* [About this exercise]: Could every line of the listing be output exactly, with the pictures skipped?

'''

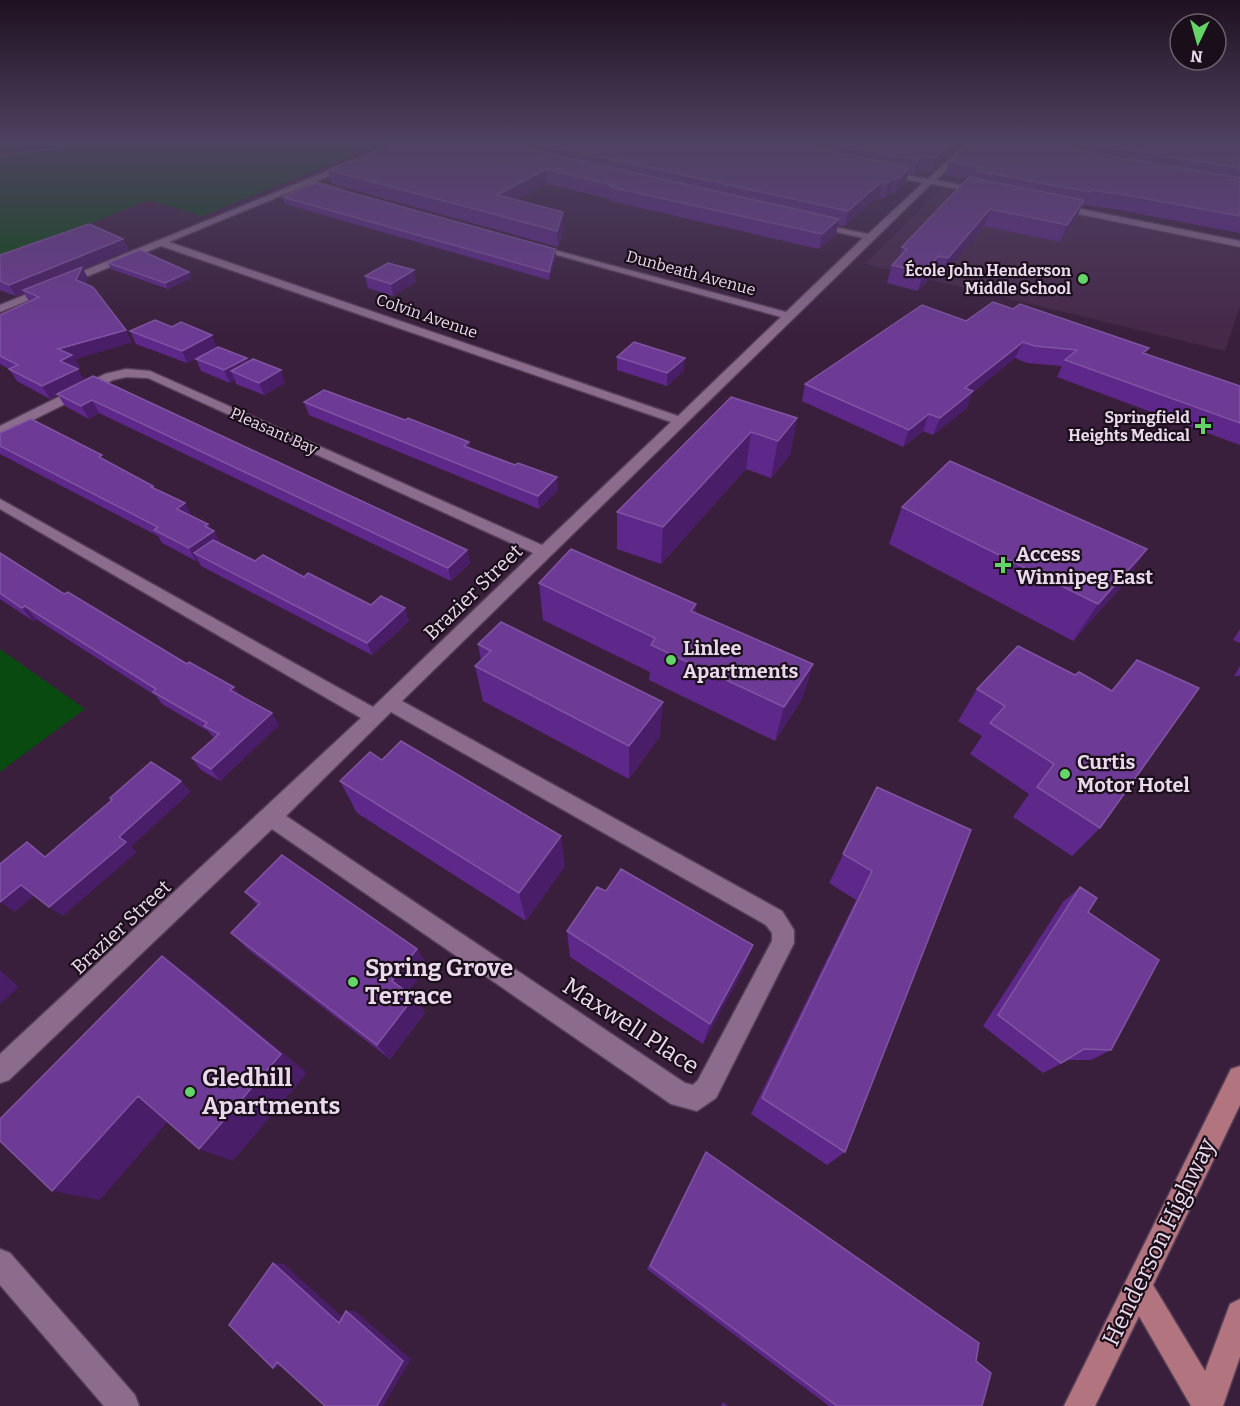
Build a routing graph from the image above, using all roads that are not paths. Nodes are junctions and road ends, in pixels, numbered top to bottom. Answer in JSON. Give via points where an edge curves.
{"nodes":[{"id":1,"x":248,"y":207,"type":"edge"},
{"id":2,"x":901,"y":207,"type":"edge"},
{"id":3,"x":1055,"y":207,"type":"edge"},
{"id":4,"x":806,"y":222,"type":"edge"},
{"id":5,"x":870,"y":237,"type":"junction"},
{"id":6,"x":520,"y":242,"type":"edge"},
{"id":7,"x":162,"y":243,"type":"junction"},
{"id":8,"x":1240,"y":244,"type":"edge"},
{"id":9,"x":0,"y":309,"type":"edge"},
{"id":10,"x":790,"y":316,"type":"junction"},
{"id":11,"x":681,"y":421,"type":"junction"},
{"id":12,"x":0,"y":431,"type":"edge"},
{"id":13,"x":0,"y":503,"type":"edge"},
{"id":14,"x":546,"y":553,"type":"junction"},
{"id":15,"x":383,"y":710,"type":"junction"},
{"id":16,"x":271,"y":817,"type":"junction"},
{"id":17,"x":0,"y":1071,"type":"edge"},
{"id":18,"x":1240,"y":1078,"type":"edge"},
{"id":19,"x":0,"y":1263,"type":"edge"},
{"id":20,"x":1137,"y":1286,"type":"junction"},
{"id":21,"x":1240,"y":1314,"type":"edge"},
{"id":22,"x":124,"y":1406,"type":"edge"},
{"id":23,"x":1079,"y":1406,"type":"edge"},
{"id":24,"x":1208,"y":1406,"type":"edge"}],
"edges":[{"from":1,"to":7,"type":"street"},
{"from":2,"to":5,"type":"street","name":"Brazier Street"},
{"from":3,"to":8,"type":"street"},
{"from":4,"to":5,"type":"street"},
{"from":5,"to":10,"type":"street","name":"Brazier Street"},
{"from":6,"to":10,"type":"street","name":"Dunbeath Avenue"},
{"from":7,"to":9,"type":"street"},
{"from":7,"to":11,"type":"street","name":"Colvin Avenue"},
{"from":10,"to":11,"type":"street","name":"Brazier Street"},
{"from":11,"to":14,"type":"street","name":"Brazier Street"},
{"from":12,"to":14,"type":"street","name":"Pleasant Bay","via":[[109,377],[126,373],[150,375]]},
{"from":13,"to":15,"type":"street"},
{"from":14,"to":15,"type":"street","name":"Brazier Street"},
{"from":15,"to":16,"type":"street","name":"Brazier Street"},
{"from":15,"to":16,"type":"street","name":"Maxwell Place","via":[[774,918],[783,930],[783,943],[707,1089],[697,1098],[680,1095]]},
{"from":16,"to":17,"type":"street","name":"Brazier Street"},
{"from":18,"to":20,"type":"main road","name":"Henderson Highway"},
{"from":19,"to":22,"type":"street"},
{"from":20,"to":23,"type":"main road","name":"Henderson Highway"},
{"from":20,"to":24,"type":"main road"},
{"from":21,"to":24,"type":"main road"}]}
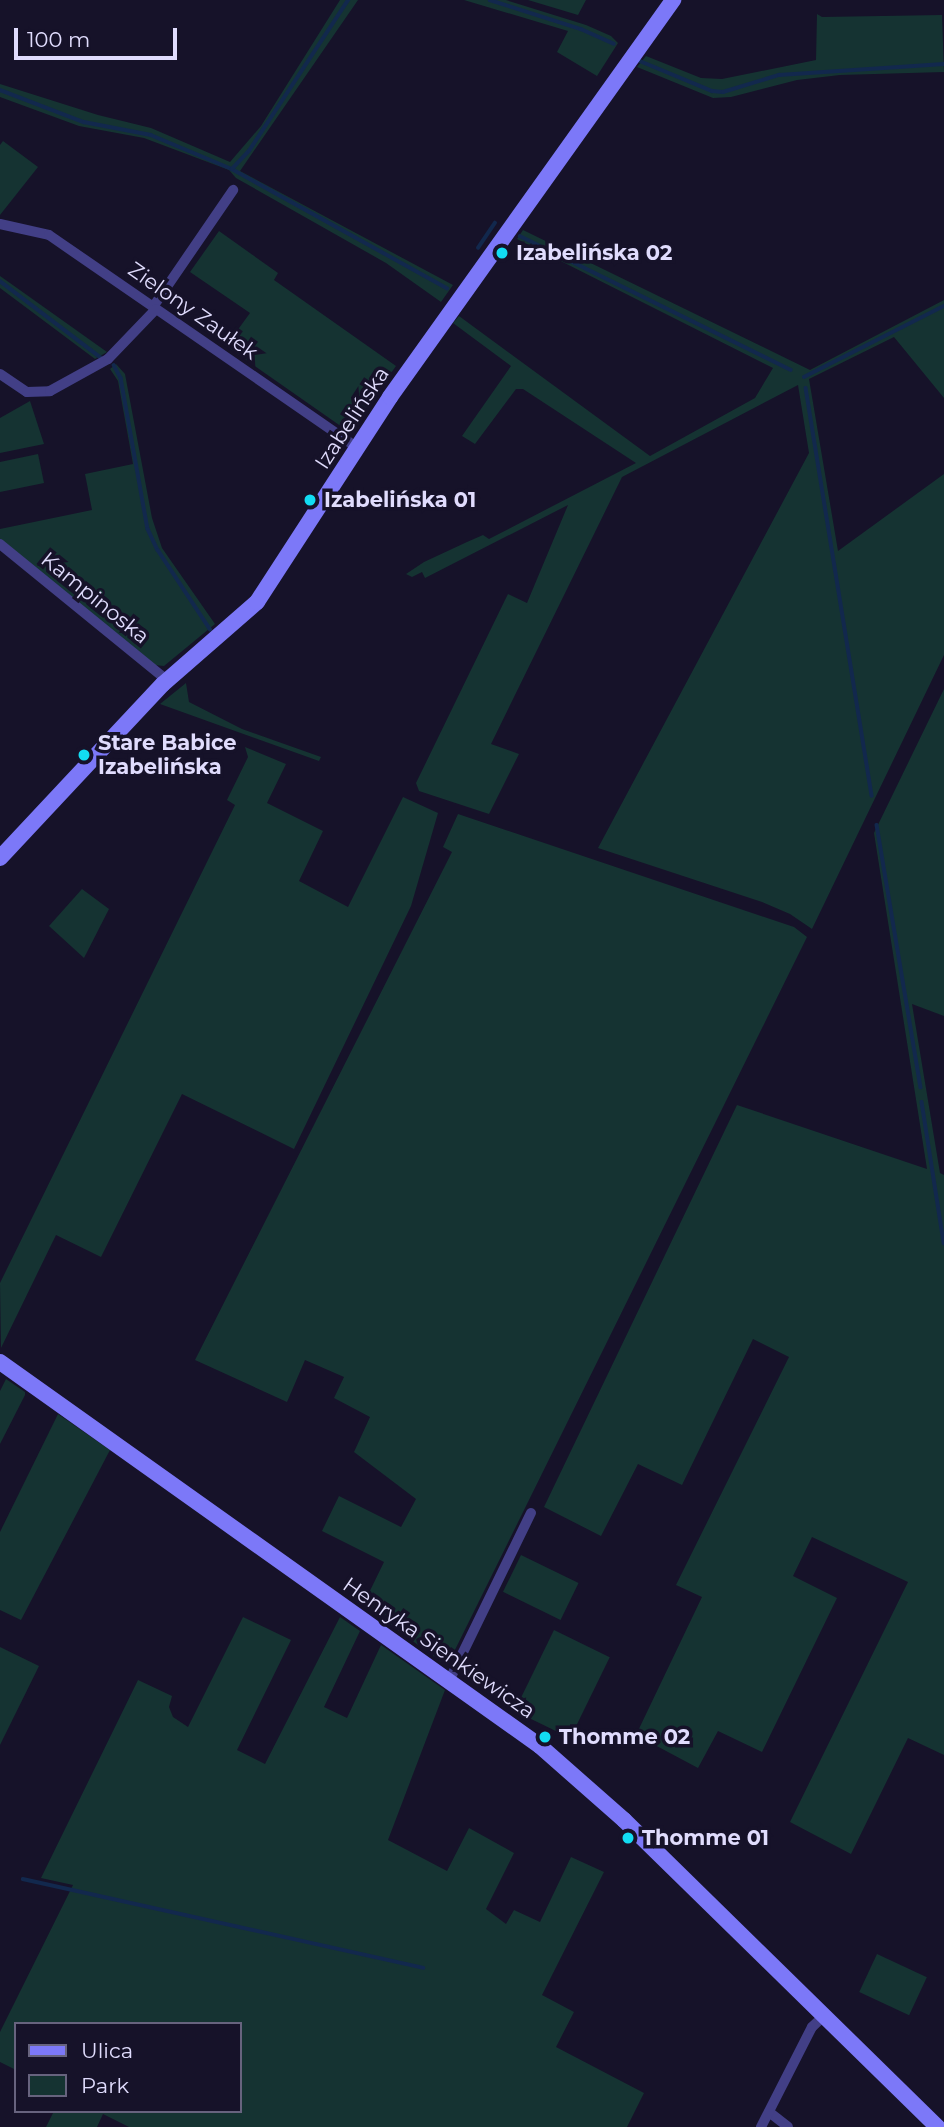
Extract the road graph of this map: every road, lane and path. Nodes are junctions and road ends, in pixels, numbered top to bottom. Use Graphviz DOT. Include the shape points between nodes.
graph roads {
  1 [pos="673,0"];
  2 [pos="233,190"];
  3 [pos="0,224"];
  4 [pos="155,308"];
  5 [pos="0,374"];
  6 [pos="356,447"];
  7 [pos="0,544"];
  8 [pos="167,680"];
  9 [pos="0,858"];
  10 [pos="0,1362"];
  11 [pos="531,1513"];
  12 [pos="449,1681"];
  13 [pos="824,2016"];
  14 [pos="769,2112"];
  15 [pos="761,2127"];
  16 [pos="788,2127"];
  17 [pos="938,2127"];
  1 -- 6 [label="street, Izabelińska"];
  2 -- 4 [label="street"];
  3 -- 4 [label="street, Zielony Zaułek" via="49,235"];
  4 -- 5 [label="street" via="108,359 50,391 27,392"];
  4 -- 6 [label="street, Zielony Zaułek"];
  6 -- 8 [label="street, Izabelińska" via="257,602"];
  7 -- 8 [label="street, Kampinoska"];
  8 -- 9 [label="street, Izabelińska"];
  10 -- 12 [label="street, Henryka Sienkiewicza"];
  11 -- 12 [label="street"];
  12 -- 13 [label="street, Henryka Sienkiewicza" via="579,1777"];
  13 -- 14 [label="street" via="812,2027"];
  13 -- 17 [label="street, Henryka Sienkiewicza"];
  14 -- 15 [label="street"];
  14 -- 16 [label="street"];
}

'''

* [Output for this exercise]:
Build a routing graph from the image above, using all roads that are not paths. Nodes are junctions and road ends, in pixels, numbered top to bottom. Answer in JSON. Give via points where an edge curves.
{"nodes":[{"id":1,"x":248,"y":207,"type":"edge"},
{"id":2,"x":901,"y":207,"type":"edge"},
{"id":3,"x":1055,"y":207,"type":"edge"},
{"id":4,"x":806,"y":222,"type":"edge"},
{"id":5,"x":870,"y":237,"type":"junction"},
{"id":6,"x":520,"y":242,"type":"edge"},
{"id":7,"x":162,"y":243,"type":"junction"},
{"id":8,"x":1240,"y":244,"type":"edge"},
{"id":9,"x":0,"y":309,"type":"edge"},
{"id":10,"x":790,"y":316,"type":"junction"},
{"id":11,"x":681,"y":421,"type":"junction"},
{"id":12,"x":0,"y":431,"type":"edge"},
{"id":13,"x":0,"y":503,"type":"edge"},
{"id":14,"x":546,"y":553,"type":"junction"},
{"id":15,"x":383,"y":710,"type":"junction"},
{"id":16,"x":271,"y":817,"type":"junction"},
{"id":17,"x":0,"y":1071,"type":"edge"},
{"id":18,"x":1240,"y":1078,"type":"edge"},
{"id":19,"x":0,"y":1263,"type":"edge"},
{"id":20,"x":1137,"y":1286,"type":"junction"},
{"id":21,"x":1240,"y":1314,"type":"edge"},
{"id":22,"x":124,"y":1406,"type":"edge"},
{"id":23,"x":1079,"y":1406,"type":"edge"},
{"id":24,"x":1208,"y":1406,"type":"edge"}],
"edges":[{"from":1,"to":7,"type":"street"},
{"from":2,"to":5,"type":"street","name":"Brazier Street"},
{"from":3,"to":8,"type":"street"},
{"from":4,"to":5,"type":"street"},
{"from":5,"to":10,"type":"street","name":"Brazier Street"},
{"from":6,"to":10,"type":"street","name":"Dunbeath Avenue"},
{"from":7,"to":9,"type":"street"},
{"from":7,"to":11,"type":"street","name":"Colvin Avenue"},
{"from":10,"to":11,"type":"street","name":"Brazier Street"},
{"from":11,"to":14,"type":"street","name":"Brazier Street"},
{"from":12,"to":14,"type":"street","name":"Pleasant Bay","via":[[109,377],[126,373],[150,375]]},
{"from":13,"to":15,"type":"street"},
{"from":14,"to":15,"type":"street","name":"Brazier Street"},
{"from":15,"to":16,"type":"street","name":"Brazier Street"},
{"from":15,"to":16,"type":"street","name":"Maxwell Place","via":[[774,918],[783,930],[783,943],[707,1089],[697,1098],[680,1095]]},
{"from":16,"to":17,"type":"street","name":"Brazier Street"},
{"from":18,"to":20,"type":"main road","name":"Henderson Highway"},
{"from":19,"to":22,"type":"street"},
{"from":20,"to":23,"type":"main road","name":"Henderson Highway"},
{"from":20,"to":24,"type":"main road"},
{"from":21,"to":24,"type":"main road"}]}
Extract the road graph of this map: every road, lane and path. Nodes are junctions and road ends, in pixels, numbered top to bottom. Use Graphviz DOT. Include the shape points between nodes.
graph roads {
  1 [pos="673,0"];
  2 [pos="233,190"];
  3 [pos="0,224"];
  4 [pos="155,308"];
  5 [pos="0,374"];
  6 [pos="356,447"];
  7 [pos="0,544"];
  8 [pos="167,680"];
  9 [pos="0,858"];
  10 [pos="0,1362"];
  11 [pos="531,1513"];
  12 [pos="449,1681"];
  13 [pos="824,2016"];
  14 [pos="769,2112"];
  15 [pos="761,2127"];
  16 [pos="788,2127"];
  17 [pos="938,2127"];
  1 -- 6 [label="street, Izabelińska"];
  2 -- 4 [label="street"];
  3 -- 4 [label="street, Zielony Zaułek" via="49,235"];
  4 -- 5 [label="street" via="108,359 50,391 27,392"];
  4 -- 6 [label="street, Zielony Zaułek"];
  6 -- 8 [label="street, Izabelińska" via="257,602"];
  7 -- 8 [label="street, Kampinoska"];
  8 -- 9 [label="street, Izabelińska"];
  10 -- 12 [label="street, Henryka Sienkiewicza"];
  11 -- 12 [label="street"];
  12 -- 13 [label="street, Henryka Sienkiewicza" via="579,1777"];
  13 -- 14 [label="street" via="812,2027"];
  13 -- 17 [label="street, Henryka Sienkiewicza"];
  14 -- 15 [label="street"];
  14 -- 16 [label="street"];
}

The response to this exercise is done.